Among the lines below, tally those holding the string "CHURCH" and give the total only.

▶

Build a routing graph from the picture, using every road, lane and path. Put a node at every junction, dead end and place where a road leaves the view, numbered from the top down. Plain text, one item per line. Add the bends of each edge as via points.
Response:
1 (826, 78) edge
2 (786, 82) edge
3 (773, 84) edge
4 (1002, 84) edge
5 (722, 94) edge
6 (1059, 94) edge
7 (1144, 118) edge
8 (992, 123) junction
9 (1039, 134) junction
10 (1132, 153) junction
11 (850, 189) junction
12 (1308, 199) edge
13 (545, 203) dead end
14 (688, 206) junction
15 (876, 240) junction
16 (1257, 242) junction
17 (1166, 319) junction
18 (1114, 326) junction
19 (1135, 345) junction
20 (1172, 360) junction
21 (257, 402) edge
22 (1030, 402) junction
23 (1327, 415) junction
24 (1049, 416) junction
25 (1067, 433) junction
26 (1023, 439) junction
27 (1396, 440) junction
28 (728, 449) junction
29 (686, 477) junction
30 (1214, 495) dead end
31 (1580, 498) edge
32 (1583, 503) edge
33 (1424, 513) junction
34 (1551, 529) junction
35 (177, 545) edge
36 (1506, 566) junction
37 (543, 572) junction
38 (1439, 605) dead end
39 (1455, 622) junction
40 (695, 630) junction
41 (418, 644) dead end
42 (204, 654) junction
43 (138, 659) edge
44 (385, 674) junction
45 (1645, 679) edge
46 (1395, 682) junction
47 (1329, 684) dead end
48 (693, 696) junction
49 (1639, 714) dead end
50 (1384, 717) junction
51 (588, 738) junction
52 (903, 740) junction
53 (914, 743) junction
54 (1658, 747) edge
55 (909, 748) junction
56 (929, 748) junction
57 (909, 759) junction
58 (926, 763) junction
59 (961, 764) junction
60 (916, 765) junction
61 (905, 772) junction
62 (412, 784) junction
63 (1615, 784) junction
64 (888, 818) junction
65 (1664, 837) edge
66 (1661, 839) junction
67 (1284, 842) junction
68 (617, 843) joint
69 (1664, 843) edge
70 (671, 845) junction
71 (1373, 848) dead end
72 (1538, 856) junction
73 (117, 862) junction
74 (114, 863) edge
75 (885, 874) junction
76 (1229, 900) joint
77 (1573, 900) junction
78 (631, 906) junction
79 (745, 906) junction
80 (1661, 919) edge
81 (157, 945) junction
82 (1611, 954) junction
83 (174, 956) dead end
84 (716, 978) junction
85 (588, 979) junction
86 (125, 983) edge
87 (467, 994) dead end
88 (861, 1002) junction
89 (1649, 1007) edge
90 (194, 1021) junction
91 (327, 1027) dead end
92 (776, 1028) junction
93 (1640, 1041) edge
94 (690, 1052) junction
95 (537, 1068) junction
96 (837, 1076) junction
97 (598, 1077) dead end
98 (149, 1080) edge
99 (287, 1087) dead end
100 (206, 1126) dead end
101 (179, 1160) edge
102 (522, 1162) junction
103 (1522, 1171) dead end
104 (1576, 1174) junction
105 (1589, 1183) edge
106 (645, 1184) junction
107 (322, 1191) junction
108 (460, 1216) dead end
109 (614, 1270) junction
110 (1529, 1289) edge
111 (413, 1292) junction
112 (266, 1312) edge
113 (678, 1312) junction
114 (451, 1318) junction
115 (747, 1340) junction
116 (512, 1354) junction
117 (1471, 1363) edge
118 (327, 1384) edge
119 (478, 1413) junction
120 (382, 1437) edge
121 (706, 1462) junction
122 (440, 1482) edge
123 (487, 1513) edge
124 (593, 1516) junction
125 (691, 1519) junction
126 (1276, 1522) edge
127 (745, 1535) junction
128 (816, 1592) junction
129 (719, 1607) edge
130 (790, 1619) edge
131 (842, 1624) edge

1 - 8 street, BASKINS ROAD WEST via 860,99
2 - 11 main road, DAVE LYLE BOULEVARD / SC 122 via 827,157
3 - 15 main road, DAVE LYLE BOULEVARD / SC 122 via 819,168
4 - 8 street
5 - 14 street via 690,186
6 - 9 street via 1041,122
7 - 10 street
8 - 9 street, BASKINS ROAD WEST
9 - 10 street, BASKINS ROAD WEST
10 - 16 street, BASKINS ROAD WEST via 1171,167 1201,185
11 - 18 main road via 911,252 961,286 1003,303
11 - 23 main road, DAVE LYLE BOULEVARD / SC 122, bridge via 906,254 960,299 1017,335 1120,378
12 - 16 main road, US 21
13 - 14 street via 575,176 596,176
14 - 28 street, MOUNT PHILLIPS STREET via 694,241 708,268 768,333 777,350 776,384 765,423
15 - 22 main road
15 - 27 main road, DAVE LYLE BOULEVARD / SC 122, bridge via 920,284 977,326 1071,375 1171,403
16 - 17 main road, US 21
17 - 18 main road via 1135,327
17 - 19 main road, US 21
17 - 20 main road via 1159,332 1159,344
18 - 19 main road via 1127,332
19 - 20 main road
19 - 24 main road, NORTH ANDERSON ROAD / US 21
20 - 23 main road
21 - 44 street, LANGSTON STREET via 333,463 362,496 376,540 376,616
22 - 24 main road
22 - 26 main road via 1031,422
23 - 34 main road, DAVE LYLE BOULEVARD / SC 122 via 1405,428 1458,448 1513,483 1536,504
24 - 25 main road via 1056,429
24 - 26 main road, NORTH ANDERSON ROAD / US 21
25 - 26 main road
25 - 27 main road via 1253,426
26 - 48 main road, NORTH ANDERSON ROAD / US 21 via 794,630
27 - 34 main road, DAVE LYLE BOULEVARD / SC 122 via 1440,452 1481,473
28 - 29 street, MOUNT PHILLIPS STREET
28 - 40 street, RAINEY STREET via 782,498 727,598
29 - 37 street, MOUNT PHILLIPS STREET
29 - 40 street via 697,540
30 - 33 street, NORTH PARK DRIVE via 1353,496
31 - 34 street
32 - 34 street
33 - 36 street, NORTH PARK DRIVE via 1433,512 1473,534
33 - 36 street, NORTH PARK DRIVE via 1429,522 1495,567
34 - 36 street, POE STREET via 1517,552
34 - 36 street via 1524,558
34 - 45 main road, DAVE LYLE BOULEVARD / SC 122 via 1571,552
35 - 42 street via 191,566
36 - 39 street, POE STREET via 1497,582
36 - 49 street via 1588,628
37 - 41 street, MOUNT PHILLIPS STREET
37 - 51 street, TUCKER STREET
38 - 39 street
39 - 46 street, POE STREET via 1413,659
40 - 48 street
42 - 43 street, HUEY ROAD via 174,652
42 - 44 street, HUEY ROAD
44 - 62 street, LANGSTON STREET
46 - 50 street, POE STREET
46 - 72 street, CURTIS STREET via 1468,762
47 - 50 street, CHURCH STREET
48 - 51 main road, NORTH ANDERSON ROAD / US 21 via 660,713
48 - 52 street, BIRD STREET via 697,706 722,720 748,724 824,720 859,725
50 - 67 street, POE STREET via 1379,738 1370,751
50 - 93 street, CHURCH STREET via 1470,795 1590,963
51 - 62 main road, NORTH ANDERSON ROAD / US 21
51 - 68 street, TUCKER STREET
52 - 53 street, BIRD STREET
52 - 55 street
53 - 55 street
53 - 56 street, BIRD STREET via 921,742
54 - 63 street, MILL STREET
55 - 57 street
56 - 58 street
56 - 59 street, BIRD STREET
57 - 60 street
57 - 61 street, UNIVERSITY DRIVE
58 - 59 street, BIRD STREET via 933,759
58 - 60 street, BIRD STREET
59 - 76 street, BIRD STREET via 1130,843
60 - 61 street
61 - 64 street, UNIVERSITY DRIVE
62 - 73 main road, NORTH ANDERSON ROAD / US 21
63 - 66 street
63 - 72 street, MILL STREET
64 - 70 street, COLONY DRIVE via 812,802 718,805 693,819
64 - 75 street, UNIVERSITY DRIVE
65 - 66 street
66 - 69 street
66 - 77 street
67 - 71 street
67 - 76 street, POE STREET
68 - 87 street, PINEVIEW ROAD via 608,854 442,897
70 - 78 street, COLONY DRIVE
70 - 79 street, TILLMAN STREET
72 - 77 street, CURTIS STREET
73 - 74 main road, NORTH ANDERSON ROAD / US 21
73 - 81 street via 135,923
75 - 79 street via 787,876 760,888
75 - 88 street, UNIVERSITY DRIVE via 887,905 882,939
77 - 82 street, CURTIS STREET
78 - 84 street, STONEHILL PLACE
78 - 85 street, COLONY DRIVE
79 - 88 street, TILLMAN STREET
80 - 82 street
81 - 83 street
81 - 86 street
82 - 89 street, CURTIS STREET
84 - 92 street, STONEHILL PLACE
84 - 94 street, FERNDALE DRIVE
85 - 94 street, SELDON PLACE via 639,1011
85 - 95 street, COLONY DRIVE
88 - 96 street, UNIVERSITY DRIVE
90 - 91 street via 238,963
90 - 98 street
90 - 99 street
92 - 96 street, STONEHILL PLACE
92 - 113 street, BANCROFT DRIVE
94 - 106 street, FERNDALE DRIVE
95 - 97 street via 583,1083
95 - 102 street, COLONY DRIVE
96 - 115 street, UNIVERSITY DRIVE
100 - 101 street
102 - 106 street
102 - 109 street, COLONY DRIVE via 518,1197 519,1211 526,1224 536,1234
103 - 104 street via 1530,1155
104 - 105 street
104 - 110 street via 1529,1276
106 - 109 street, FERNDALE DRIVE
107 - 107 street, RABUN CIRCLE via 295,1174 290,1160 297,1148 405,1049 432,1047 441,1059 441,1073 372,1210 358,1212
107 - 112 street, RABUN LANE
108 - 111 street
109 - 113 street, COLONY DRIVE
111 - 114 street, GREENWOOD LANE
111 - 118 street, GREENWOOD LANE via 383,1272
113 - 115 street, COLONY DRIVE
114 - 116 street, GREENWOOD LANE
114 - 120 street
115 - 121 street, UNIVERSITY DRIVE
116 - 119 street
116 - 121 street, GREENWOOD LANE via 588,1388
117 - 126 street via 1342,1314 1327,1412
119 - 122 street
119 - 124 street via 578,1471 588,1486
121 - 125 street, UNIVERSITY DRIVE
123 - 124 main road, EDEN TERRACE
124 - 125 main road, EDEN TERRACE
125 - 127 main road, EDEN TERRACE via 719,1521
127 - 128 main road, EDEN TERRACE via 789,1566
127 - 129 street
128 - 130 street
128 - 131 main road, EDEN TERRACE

◀

(WRITTEN RESPONSE) 2